**What you have to do**
Determine how many lines in the material below contain the word "Valencia", and give that number without comment.
#####
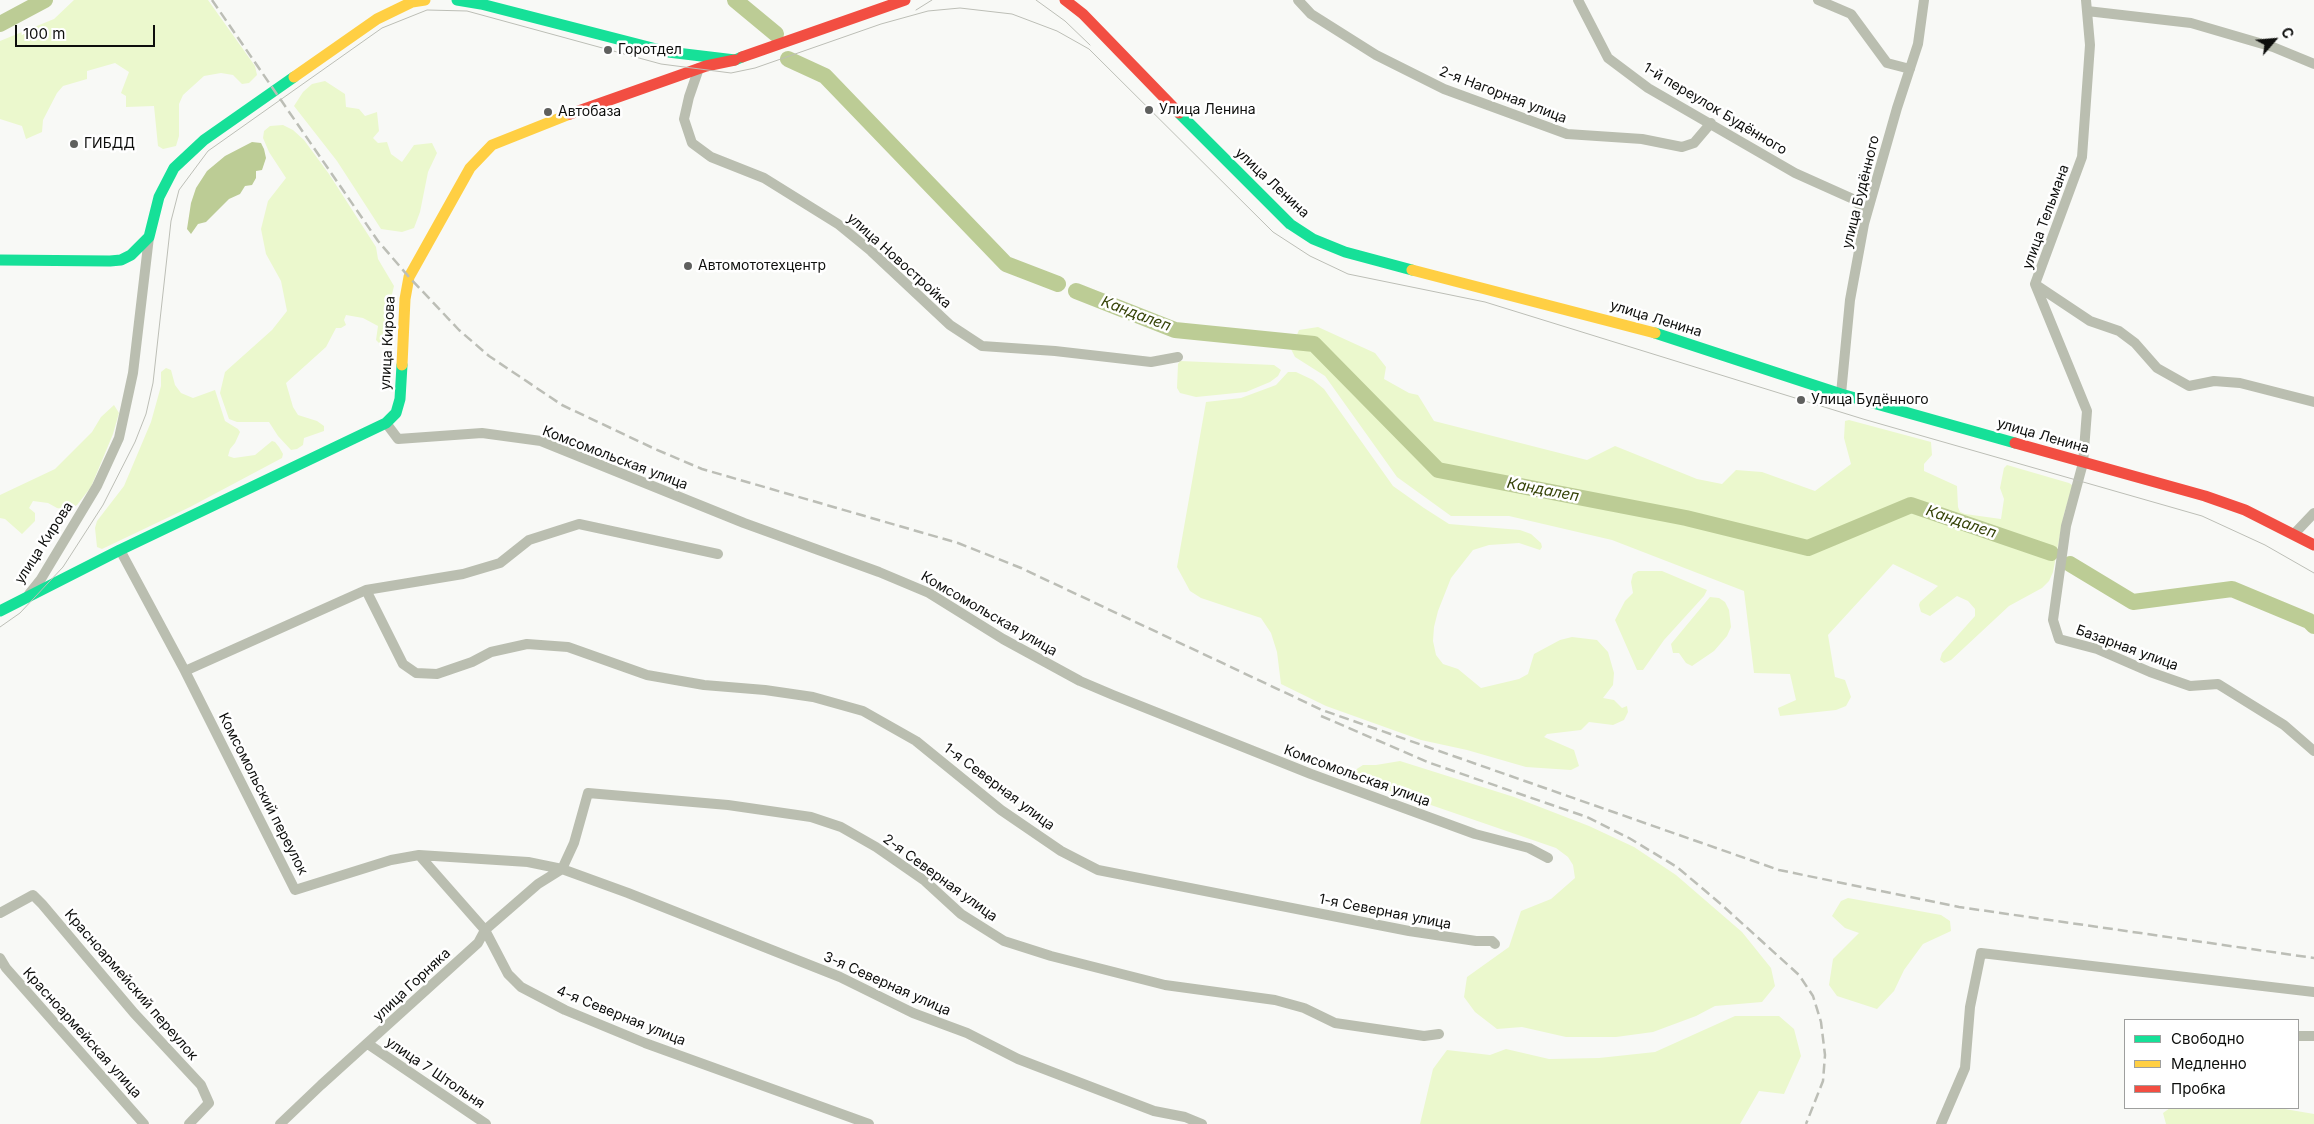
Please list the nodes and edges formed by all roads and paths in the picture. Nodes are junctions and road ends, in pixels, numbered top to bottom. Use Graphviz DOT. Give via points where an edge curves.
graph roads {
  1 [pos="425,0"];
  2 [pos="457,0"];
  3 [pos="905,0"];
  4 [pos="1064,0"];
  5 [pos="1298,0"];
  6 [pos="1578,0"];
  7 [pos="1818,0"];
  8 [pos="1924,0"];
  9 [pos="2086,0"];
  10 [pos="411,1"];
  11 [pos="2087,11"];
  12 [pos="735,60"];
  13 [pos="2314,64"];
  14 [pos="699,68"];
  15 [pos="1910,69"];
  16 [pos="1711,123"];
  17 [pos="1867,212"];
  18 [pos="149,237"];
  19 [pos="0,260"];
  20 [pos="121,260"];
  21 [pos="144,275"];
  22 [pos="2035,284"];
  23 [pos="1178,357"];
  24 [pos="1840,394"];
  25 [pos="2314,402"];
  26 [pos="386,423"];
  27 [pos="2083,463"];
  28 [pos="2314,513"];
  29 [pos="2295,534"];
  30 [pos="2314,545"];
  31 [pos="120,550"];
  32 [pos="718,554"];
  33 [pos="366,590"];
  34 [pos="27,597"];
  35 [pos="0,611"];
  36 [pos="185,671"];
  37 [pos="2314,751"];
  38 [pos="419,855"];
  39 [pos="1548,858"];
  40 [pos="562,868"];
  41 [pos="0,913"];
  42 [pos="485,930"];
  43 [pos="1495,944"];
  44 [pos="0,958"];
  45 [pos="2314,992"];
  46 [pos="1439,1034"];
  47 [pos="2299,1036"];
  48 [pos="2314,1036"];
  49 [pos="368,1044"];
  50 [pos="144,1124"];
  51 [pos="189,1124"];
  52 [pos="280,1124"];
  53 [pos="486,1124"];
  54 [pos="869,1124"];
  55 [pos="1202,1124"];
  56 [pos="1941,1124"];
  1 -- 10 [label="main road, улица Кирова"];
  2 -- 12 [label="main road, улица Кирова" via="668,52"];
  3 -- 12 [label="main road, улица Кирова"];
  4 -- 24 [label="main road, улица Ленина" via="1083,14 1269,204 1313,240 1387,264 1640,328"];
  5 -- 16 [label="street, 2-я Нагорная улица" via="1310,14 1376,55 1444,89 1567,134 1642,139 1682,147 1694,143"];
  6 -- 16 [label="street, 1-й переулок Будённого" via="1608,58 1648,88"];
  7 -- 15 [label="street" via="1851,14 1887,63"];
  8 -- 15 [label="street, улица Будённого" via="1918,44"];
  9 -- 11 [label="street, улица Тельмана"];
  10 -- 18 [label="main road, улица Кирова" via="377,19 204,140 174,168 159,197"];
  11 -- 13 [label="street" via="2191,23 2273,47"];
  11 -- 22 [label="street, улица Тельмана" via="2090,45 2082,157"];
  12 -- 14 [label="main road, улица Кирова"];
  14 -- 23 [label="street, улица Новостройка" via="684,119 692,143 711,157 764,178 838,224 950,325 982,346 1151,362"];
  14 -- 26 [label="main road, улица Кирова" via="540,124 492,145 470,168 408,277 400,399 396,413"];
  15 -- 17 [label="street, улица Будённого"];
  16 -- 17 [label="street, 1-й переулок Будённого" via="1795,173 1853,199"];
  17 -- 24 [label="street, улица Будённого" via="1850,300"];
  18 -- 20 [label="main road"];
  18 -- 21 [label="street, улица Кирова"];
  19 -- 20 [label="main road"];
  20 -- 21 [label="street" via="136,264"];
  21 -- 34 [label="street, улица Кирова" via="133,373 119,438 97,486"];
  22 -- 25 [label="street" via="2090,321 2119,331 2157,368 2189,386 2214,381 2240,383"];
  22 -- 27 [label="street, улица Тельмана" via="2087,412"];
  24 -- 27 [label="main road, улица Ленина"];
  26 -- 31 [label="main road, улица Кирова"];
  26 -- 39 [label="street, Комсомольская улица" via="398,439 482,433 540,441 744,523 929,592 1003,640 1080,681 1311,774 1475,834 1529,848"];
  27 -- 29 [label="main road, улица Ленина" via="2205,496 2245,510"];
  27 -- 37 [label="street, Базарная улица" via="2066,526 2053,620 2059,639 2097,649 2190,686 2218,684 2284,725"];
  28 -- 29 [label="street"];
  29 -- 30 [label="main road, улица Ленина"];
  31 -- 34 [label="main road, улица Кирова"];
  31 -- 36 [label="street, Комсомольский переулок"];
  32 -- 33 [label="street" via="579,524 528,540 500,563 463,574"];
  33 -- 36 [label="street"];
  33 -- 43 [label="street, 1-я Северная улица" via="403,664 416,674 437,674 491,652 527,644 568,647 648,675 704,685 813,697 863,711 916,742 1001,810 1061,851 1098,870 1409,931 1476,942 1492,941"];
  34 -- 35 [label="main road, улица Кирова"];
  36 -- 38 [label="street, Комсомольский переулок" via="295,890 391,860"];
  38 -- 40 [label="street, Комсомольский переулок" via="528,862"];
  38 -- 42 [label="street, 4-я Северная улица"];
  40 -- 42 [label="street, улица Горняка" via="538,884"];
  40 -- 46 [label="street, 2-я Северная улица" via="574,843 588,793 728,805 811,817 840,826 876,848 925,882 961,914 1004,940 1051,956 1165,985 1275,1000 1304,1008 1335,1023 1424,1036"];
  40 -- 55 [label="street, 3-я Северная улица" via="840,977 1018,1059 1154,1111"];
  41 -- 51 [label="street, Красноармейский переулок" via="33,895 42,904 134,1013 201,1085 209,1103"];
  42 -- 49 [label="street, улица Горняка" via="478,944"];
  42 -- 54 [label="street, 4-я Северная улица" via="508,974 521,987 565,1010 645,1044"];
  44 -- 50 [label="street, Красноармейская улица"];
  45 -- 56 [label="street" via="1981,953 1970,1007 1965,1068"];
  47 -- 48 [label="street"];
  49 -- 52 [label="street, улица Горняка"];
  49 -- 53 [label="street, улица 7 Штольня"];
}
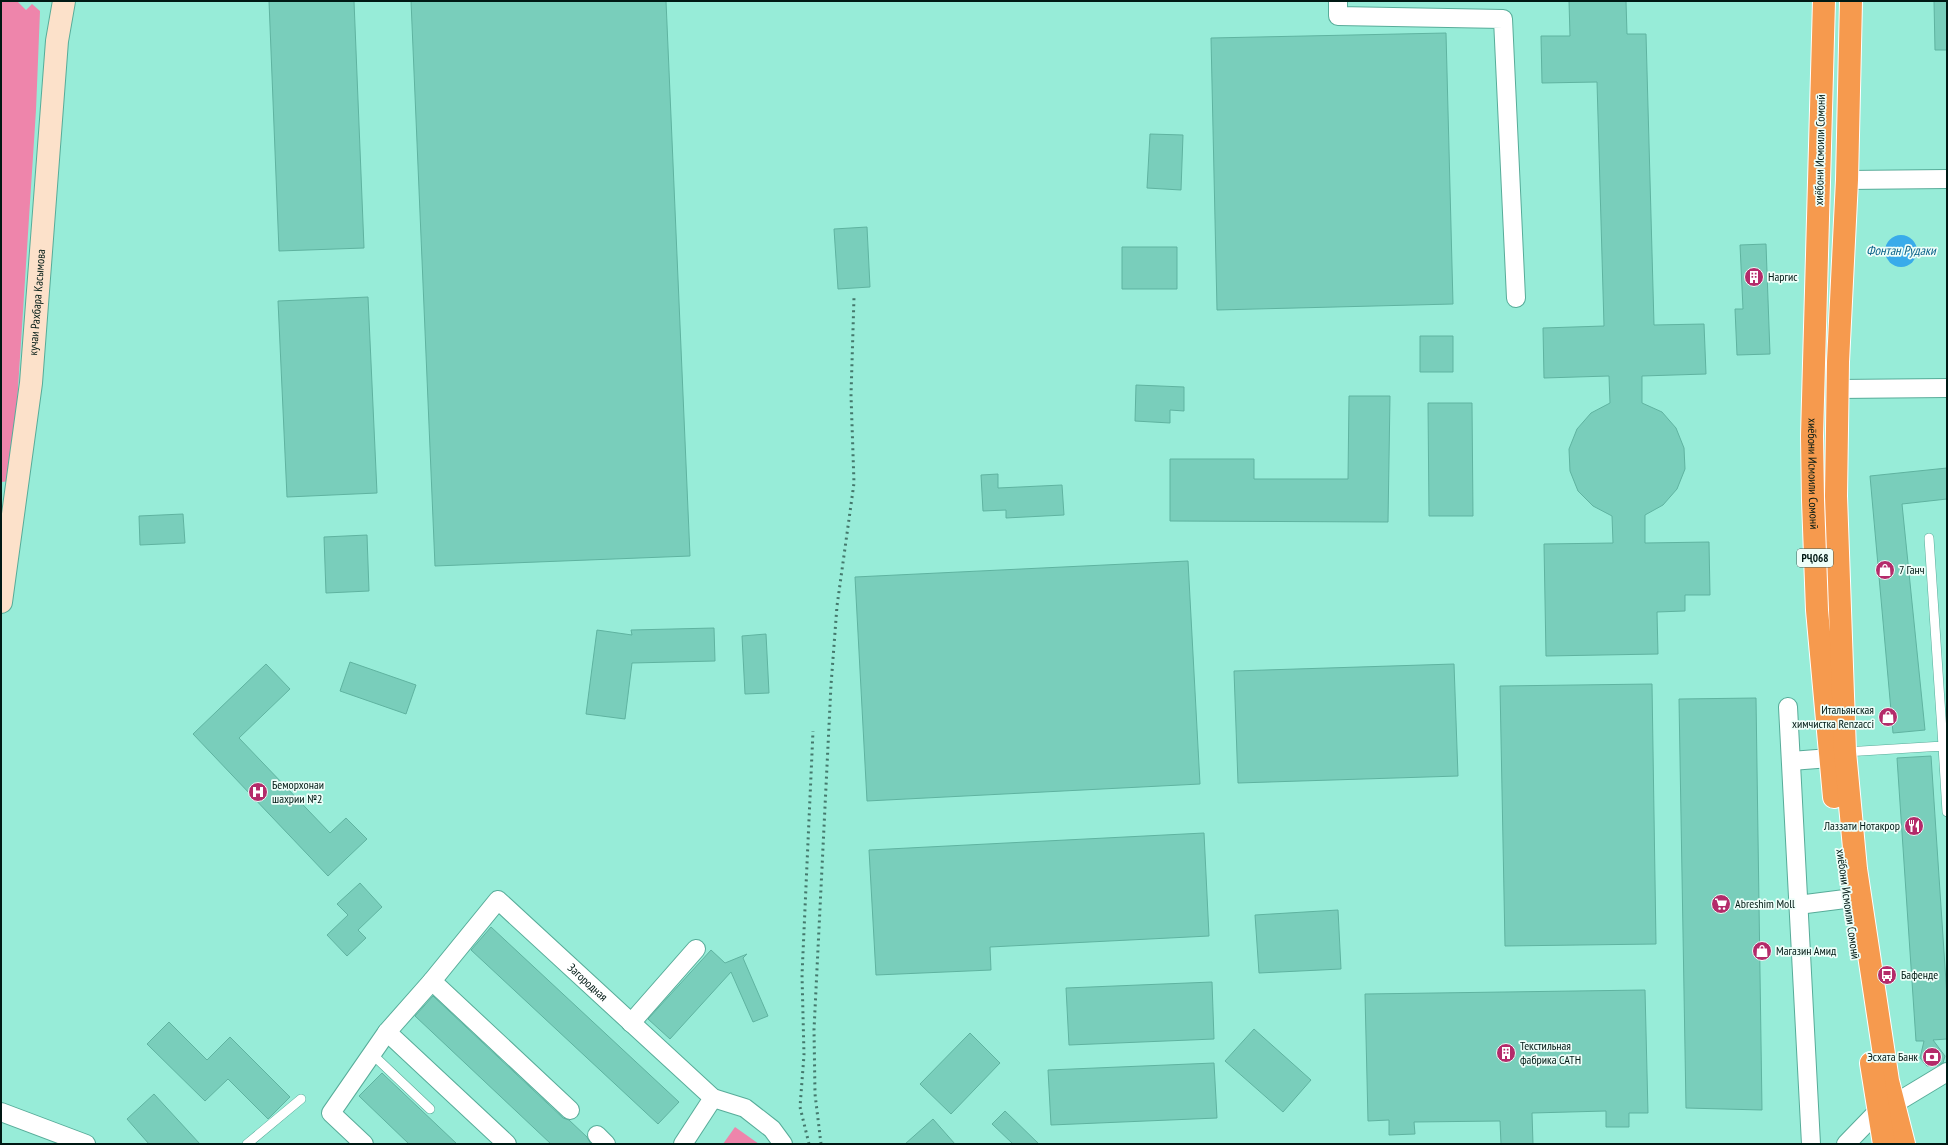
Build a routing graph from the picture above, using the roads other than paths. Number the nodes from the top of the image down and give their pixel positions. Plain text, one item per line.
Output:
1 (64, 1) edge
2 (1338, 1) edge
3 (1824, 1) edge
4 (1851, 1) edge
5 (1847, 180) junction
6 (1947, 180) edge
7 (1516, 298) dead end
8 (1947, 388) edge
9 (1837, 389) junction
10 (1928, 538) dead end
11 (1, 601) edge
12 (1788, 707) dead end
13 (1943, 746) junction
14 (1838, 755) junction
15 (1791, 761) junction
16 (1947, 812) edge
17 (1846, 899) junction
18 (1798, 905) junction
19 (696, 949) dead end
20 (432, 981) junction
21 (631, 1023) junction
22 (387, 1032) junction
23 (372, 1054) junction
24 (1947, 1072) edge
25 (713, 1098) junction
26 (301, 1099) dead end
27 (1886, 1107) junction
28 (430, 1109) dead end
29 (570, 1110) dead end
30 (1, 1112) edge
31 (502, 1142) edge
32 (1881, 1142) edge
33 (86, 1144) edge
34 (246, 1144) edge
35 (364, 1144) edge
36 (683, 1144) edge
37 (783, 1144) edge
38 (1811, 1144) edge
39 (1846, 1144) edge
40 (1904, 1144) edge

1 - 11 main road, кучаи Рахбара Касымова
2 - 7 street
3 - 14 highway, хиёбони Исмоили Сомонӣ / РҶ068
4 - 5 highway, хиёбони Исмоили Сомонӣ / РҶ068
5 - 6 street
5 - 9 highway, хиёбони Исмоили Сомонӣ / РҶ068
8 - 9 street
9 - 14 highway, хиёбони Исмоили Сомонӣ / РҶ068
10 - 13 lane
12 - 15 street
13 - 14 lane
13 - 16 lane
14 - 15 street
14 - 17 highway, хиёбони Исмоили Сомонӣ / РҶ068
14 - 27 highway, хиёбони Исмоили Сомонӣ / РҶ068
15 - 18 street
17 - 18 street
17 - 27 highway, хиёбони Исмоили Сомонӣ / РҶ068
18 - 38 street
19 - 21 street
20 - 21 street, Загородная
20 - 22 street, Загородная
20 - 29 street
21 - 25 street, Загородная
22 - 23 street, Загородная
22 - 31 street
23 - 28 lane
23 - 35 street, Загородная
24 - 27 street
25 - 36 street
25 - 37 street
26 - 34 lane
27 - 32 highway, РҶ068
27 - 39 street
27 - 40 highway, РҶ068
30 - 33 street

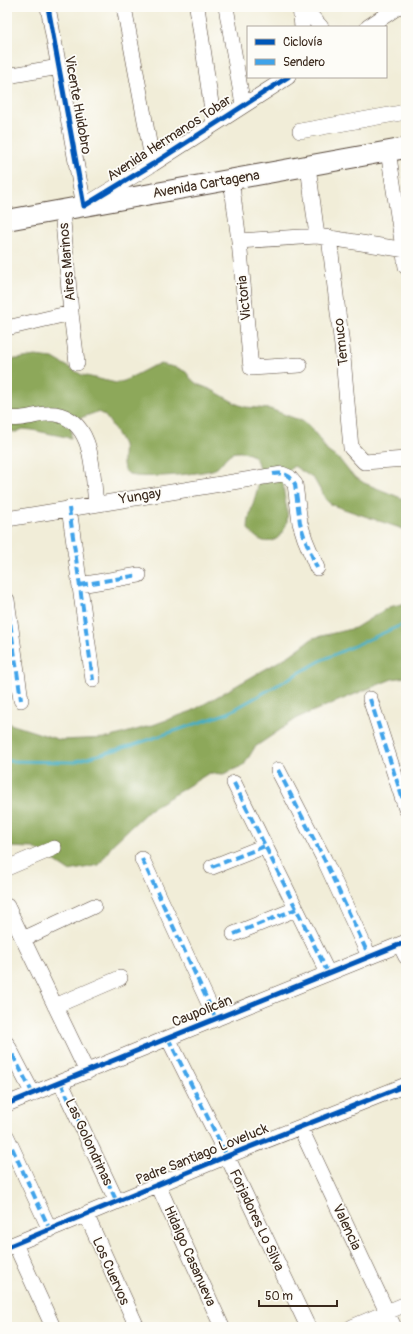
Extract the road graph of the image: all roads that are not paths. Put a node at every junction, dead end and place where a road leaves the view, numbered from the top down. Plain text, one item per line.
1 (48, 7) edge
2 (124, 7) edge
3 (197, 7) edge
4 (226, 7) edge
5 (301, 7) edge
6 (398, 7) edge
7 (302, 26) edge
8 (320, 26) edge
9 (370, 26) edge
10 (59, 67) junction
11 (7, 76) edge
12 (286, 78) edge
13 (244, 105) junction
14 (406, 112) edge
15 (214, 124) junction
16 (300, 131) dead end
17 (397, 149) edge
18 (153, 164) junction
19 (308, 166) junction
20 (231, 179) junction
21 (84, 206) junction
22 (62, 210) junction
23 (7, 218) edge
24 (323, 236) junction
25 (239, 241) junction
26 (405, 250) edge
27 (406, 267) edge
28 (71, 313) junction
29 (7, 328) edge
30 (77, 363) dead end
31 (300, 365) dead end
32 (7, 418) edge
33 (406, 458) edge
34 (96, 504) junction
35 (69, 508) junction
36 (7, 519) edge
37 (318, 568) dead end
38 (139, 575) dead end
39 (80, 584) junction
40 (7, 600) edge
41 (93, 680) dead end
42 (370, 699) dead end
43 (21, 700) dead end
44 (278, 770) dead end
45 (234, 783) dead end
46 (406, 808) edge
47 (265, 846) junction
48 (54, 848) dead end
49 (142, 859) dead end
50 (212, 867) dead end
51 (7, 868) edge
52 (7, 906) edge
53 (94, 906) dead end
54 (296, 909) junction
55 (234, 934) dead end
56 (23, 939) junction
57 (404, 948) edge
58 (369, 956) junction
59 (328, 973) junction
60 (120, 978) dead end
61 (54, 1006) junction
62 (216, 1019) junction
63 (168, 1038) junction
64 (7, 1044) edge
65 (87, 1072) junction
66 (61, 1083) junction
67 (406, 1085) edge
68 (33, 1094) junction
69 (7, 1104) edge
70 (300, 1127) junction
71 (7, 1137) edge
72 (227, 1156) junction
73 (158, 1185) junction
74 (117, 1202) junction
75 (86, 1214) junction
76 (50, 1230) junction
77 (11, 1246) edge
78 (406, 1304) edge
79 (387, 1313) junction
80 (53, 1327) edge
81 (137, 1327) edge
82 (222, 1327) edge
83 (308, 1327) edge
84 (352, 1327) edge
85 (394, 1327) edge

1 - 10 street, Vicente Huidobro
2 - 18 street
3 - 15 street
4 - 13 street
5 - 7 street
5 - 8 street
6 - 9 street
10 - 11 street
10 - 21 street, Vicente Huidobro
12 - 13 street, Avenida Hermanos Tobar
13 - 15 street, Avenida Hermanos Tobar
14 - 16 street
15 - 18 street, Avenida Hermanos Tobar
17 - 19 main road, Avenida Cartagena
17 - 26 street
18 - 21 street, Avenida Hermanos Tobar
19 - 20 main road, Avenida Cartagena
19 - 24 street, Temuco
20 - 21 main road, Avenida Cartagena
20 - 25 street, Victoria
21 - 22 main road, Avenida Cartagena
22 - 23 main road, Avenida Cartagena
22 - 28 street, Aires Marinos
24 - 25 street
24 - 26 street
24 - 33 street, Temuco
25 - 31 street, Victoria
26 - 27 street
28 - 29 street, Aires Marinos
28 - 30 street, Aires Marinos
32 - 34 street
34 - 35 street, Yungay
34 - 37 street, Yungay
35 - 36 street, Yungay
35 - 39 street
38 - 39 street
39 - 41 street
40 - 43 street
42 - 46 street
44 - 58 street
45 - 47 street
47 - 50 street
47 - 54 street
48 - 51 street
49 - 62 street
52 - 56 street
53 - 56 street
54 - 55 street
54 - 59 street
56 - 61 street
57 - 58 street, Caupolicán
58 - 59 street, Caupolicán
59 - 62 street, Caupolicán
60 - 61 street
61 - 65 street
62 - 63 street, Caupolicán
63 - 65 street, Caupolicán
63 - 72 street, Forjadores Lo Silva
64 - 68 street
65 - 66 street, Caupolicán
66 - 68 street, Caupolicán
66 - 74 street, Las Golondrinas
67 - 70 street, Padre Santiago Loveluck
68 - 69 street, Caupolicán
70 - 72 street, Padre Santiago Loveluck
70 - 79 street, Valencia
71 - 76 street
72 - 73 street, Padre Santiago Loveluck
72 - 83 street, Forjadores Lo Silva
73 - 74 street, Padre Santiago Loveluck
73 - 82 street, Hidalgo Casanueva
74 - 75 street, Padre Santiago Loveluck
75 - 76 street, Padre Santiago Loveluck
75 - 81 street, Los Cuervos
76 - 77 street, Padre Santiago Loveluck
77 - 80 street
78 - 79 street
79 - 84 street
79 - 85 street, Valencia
#####
**Reply to the exercise**
2